“Heart of a Dog”: Laurie Anderson remembers fallen companions, both two- and four-legged


What other artist would put, in the same film, both remembrances of living through 9/11 and footage of a rat terrier playing Christmas carols on the keyboard?

It’s Laurie Anderson, of course, the “multimedia artist” (she’s not wild about that label) who for decades has mixed music and spoken word, images and stories, metaphysical musings and bad jokes, comedy and tragedy in her live performances. Caveat: I’ve been a fan of hers for ages.

She hasn’t made a movie in 30 years (since the terrific concert film “Home of the Brave”), which makes the new “Heart of a Dog” welcome. Even if the circumstances surrounding its creation are less than happy.

Anderson’s subjects this time are death and loss, specifically the passing of her husband Lou Reed, her mother, and her beloved dog Lolabelle. But rather than wallow in sadness, “Heart of a Dog” holds up Anderson’s grief like an object, observing it from all sides, trying to understand this new, painful and inevitable phase of love.
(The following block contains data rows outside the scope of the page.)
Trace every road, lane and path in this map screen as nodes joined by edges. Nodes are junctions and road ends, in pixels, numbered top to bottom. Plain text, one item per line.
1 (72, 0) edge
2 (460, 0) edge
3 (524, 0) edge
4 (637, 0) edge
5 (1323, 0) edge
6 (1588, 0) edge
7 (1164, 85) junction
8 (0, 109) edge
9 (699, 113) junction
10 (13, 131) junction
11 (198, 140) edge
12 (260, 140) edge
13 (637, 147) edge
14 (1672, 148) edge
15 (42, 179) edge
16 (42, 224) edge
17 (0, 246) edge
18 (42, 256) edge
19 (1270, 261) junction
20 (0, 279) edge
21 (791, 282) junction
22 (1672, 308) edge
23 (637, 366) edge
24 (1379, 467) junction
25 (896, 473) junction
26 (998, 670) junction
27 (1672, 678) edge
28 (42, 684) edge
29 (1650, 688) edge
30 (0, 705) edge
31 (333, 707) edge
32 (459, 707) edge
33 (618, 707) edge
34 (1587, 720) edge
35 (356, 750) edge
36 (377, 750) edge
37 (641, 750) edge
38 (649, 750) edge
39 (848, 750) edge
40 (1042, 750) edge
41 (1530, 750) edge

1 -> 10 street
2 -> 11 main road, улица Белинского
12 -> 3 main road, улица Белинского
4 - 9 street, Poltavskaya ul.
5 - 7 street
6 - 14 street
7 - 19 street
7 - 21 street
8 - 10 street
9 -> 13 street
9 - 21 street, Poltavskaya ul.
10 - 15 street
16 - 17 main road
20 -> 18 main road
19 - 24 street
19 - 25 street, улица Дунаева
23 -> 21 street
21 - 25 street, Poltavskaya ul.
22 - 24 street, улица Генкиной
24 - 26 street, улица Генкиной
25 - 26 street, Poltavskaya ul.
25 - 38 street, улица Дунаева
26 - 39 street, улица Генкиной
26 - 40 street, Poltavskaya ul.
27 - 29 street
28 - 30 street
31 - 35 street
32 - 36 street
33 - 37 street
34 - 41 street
The 75-minute film, now available via the Criterion Collection, is kind of a wandering (but not meandering) trip through a series of stories Anderson tells. She tells a terrifying story about breaking her back as a child and spending months in the hospital, surrounded by children who were certain to die. She talks about her dog being attacked by a hawk while going for a walk, and how it left the pooch forever fearful afterwards, always looking over her shoulder. She saw the same wariness in the eyes of fellow New Yorkers after 9/11 — so focused on the dangers on the ground, they never realized danger could come from the sky.
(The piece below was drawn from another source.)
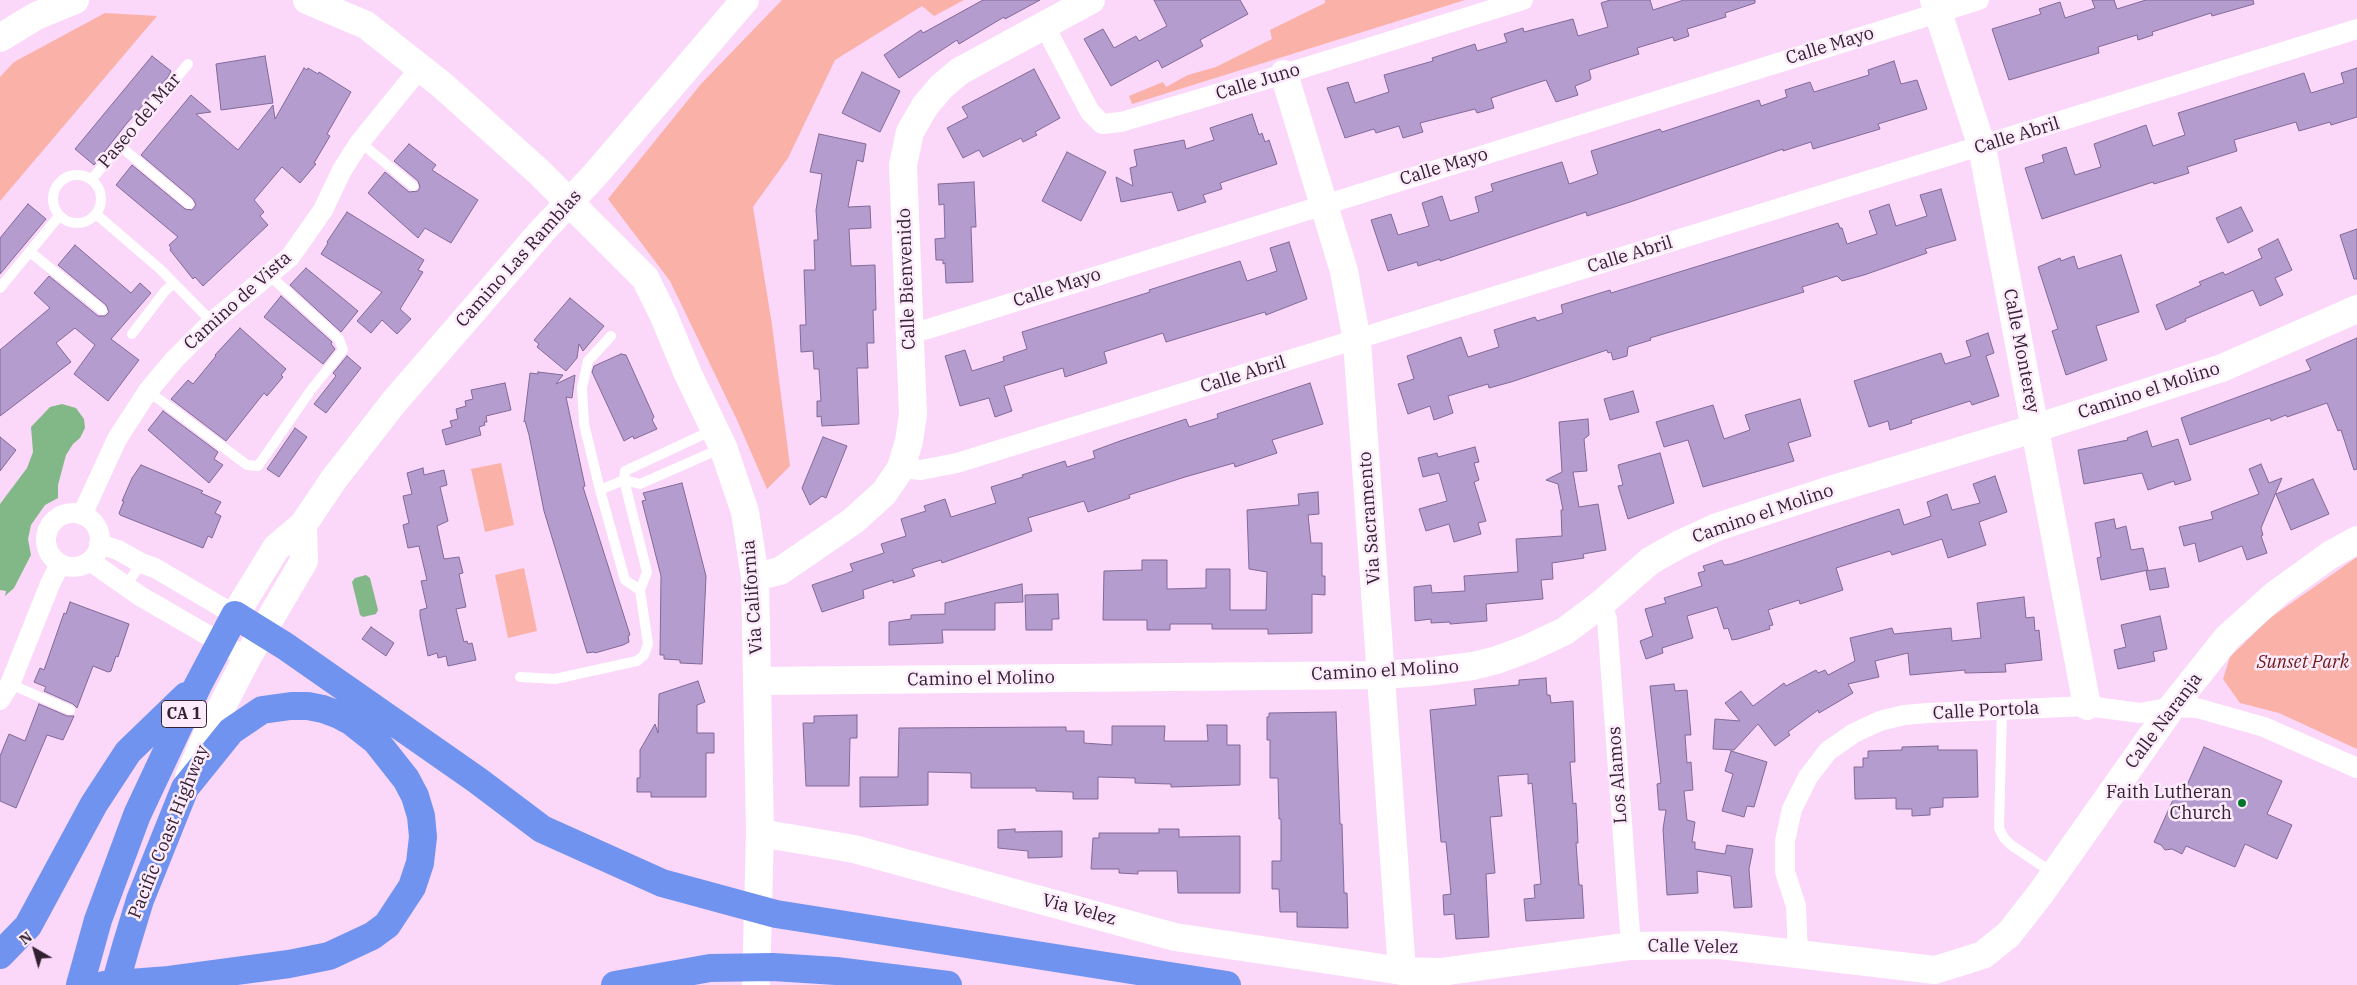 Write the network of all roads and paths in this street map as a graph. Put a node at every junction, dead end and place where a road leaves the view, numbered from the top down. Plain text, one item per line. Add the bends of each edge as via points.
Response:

It may sound pretty heavy, and it is at times — footage of Anderson and Reed on the beach together is poignant, even more so because Anderson doesn’t directly reference him in her stories. But, like a composer who builds peaks and valleys into a symphony, Anderson knows how to construct a narrative that can push and pull the the viewer, giving us humor and humanity in the moments when we need it.

While she’s a gifted singer and violinist, her essential instrument remains her speaking voice, which lilts and swoops, here becoming sharp-edged with a “can you believe it” irony, there softening with unexpected tenderness. While Anderson’s musings can seem self-consciously poetic to a newcomer, “Heart of a Dog” deals with universal themes in an embracing and empathetic way.
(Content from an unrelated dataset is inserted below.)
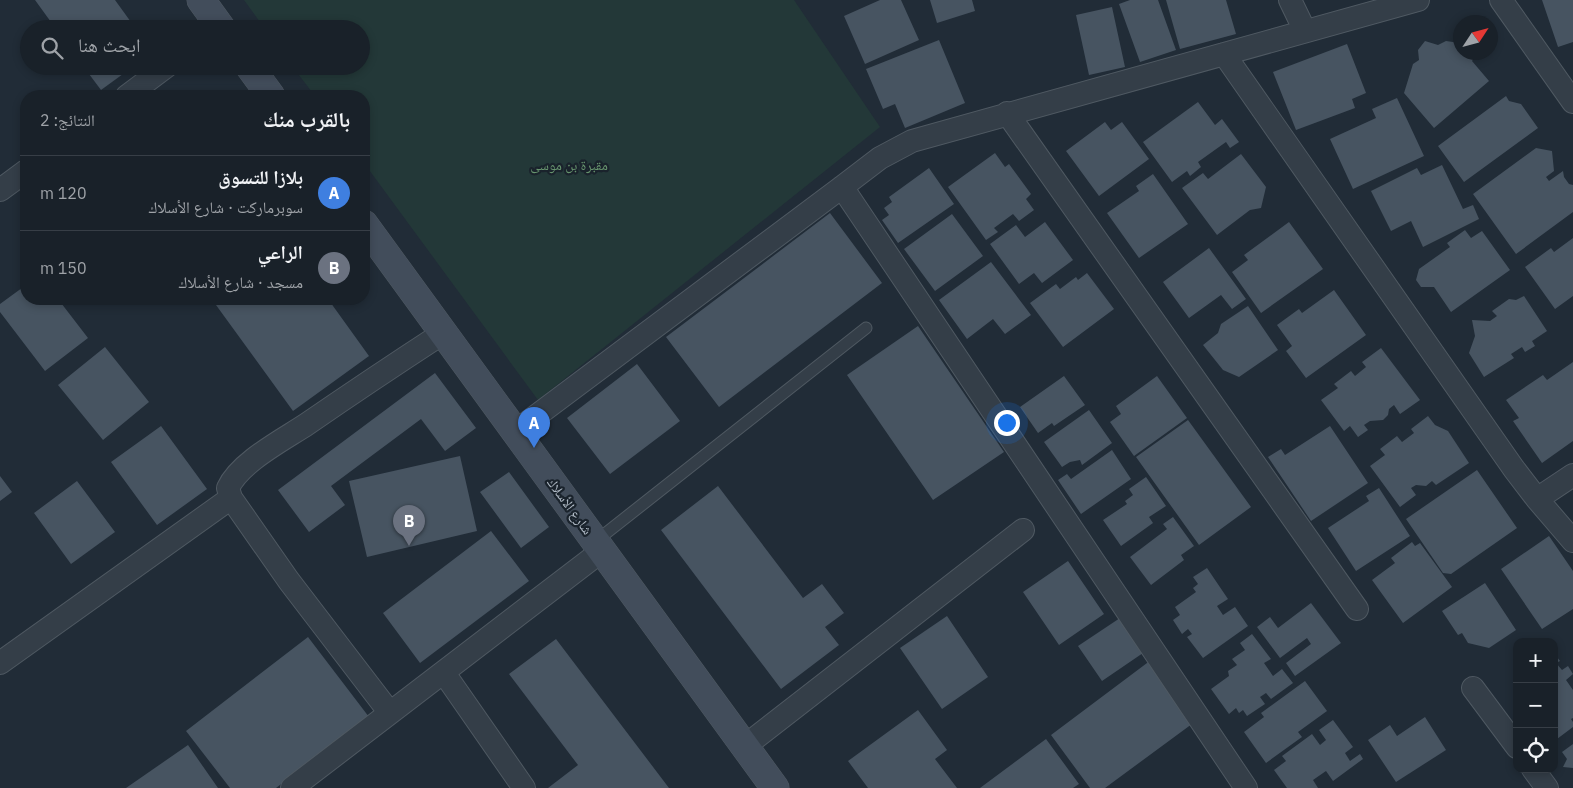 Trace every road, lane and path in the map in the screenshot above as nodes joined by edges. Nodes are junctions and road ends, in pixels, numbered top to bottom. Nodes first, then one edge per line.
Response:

The film matches the wandering narrative in its visuals, with a mix of animation, home movies, archival footage, even images of Anderson’s paintings. It’s probably no accident that the length of “Heart of a Dog” is about the same as that of a double album — it feels like a great Laurie Anderson album or concert, given a new dimension in film.

The Criterion Collection edition gives viewers the option of watching the movie without music. There’s also footage of a “concert for dogs” that Anderson performed in Times Square at midnight last January, where audience members were encouraged to bring their dogs and get them barking to accompany the music. “Heart of a Dog” makes the case for singing with those you love — even the four-legged ones — while you can.